Nell’abbozzare una valutazione sulla situazione dell'Egitto, va ricordato che si tratta del paese-chiave dell’area nordafricana, sia per la dimensione demografica che per il ruolo di cerniera tra Nordafrica e Medio Oriente, senza dimenticare il ruolo centrale che il Cairo riveste ormai da decenni nella stabilizzazione dell'annosa questione mediorientale. In Egitto, analogamente all’Algeria, il ruolo delle forze armate in politica è fondamentale: sin dai tempi di Nasser tutti i leader del paese sono venuti dai ranghi militari, e quindi è difficilmente ipotizzabile che le forze armate nel medio periodo mantengano una neutralità o addirittura fraternizzino in massa con i dimostranti. Qui però più che altrove vi è un elemento esterno, ovvero il livello di coinvolgimento che nella crisi egiziana vorranno esercitare gli Stati Uniti, la cui politica mediorientale appare a prima vista addirittura sconvolta nel caso di un venir meno del tradizionale ruolo moderatore e stabilizzatore del Cairo.

Per quanto concerne il fattore islamista, anche le possibilità di una sua affermazione nei diversi paesi coinvolti sinora dalle agitazioni appaiono assai diverse: se in Tunisia, anche in ragione della durissima repressione che Ben Alì attuò poco dopo essere giunto al potere nel 1987, le forze islamiche appaiono oggettivamente deboli, e comunque di segno moderato; e se in Algeria, stanti i ricordati precedenti non si dovrebbe in nessun caso assistere a un revival islamico, in Egitto appaiono difficili da analizzare il ruolo attuale e le potenzialità dei Fratelli musulmani, che vantano forti radici popolari, ma che ad esempio nelle ultime elezioni legislative non hanno ottenuto neanche un seggio.

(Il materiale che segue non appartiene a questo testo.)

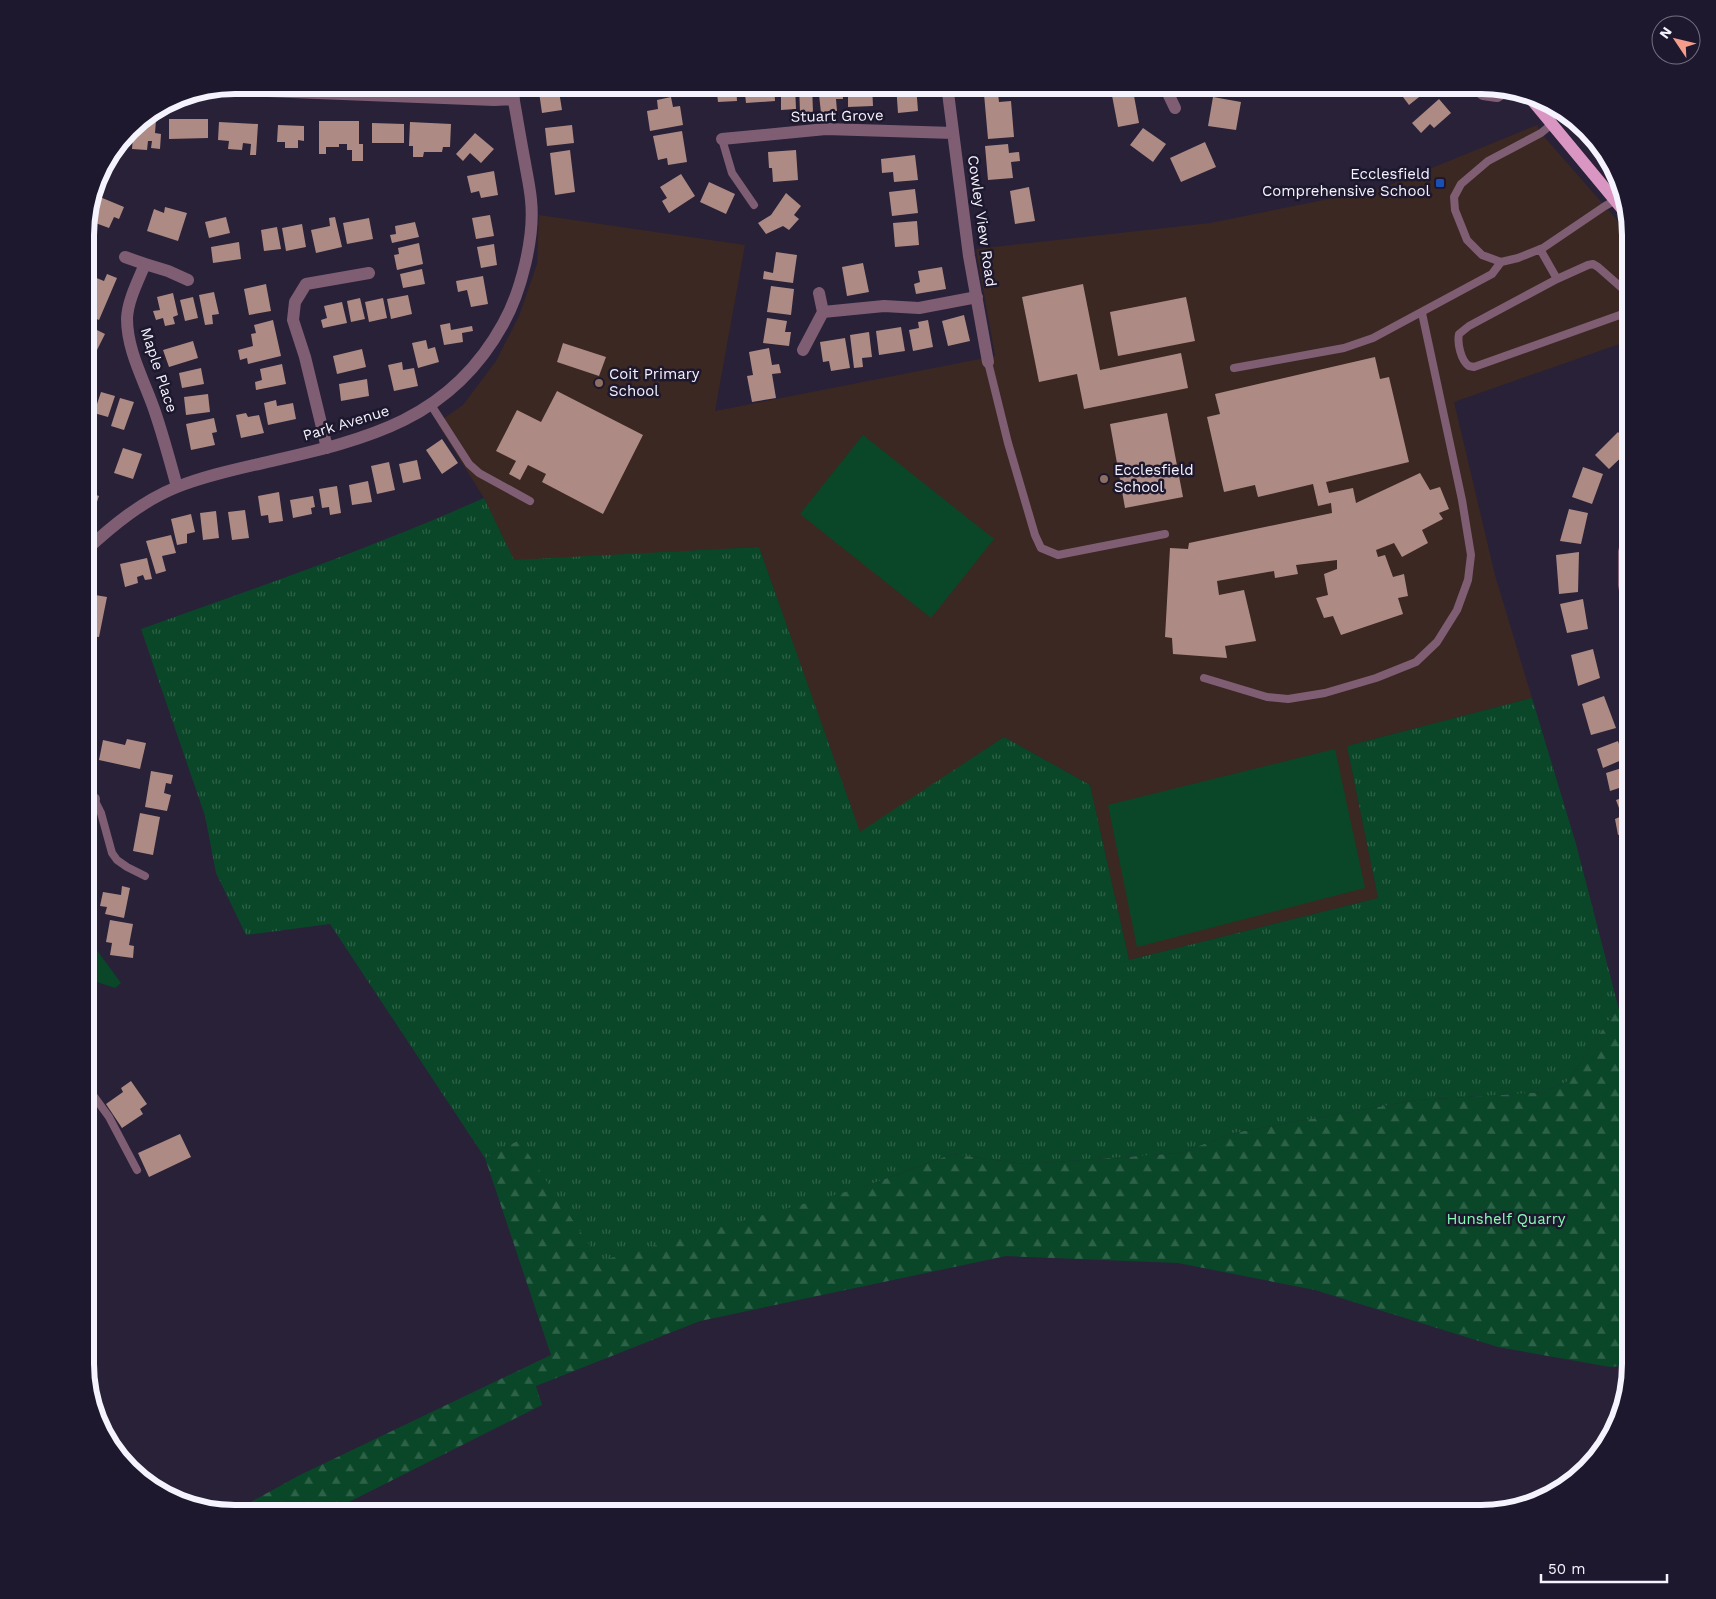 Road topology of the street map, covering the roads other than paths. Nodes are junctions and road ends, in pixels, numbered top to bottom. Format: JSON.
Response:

È possibile che in uno scenario di crollo del regime di Mubarak - scenario ancora quasi tutto da verificare - il ruolo dei Fratelli musulmani possa crescere, rivolgendosi a una società assai meno istruita di quella, ad esempio, della Tunisia, e dove da tempo serpeggiano segnali di contrasto con la consistente minoranza cristiano-copta. Va tuttavia ricordato che i Fratelli musulmani male si inquadrano nel modello di un Islam jihadista, corrispondendo piuttosto ad istanze meno radicali, che potrebbero in un tempo certamente non breve far convergere l’assetto politico egiziano verso il modello dell'attuale Turchia - dove l'estremo laicismo impresso alla società da Kemal Ataturk appare oggi contemperato dal predominio politico di un partito a sfondo confessionale, ma di tendenze moderate.

A favore della possibilità dell'affermazione di un modello turco depongono le comuni radici dell'Islam sunnita, che, pur avendo il suo centro spirituale ed i luoghi santi nell'Arabia Saudita, pullula di una serie di centri teologici - in Egitto, ad esempio, la già citata Università al Azhar - che costituiscono una rete non strettamente gerarchizzata di interpretazione del Corano e della Sharia. Se non è certo possibile escludere del tutto una radicalizzazione che faccia prima o poi assomigliare l'Egitto all'Iran, si deve però ricordare che quest'ultimo è il paese-guida degli sciiti, i quali invece obbediscono più rigidamente ad una gerarchia prefissata di autorità religiose, per ciò stesso capaci di mobilitare ampiamente la loro base di massa.

Un altro fattore che dovrebbe propendere a favore di un'evoluzione moderata dell'Egitto è l’inevitabile considerazione dei rapporti con Israele, che potrebbero assumere profili allarmanti nel caso di una vittoria delle istanze più radicali e antioccidentali: non appare probabile che l’influente borghesia degli affari egiziana e il gran numero di giovani acculturati oramai presenti anche sulle sponde del Nilo possano essere trascinati in un'avventura di tale portata, che già in passato ha costituito un fattore di forte frustrazione della nazione egiziana. Va peraltro tenuto presente che anche l’attuale politica estera turca è entrata spesso in contrasto con il governo di Tel Aviv, il che fa ipotizzare comunque relazioni meno distese tra Egitto e Israele nel prossimo futuro.

 

 




[1]    Uno dei tre accusati della strage è stato condannato a morte il 16 gennaio 2011.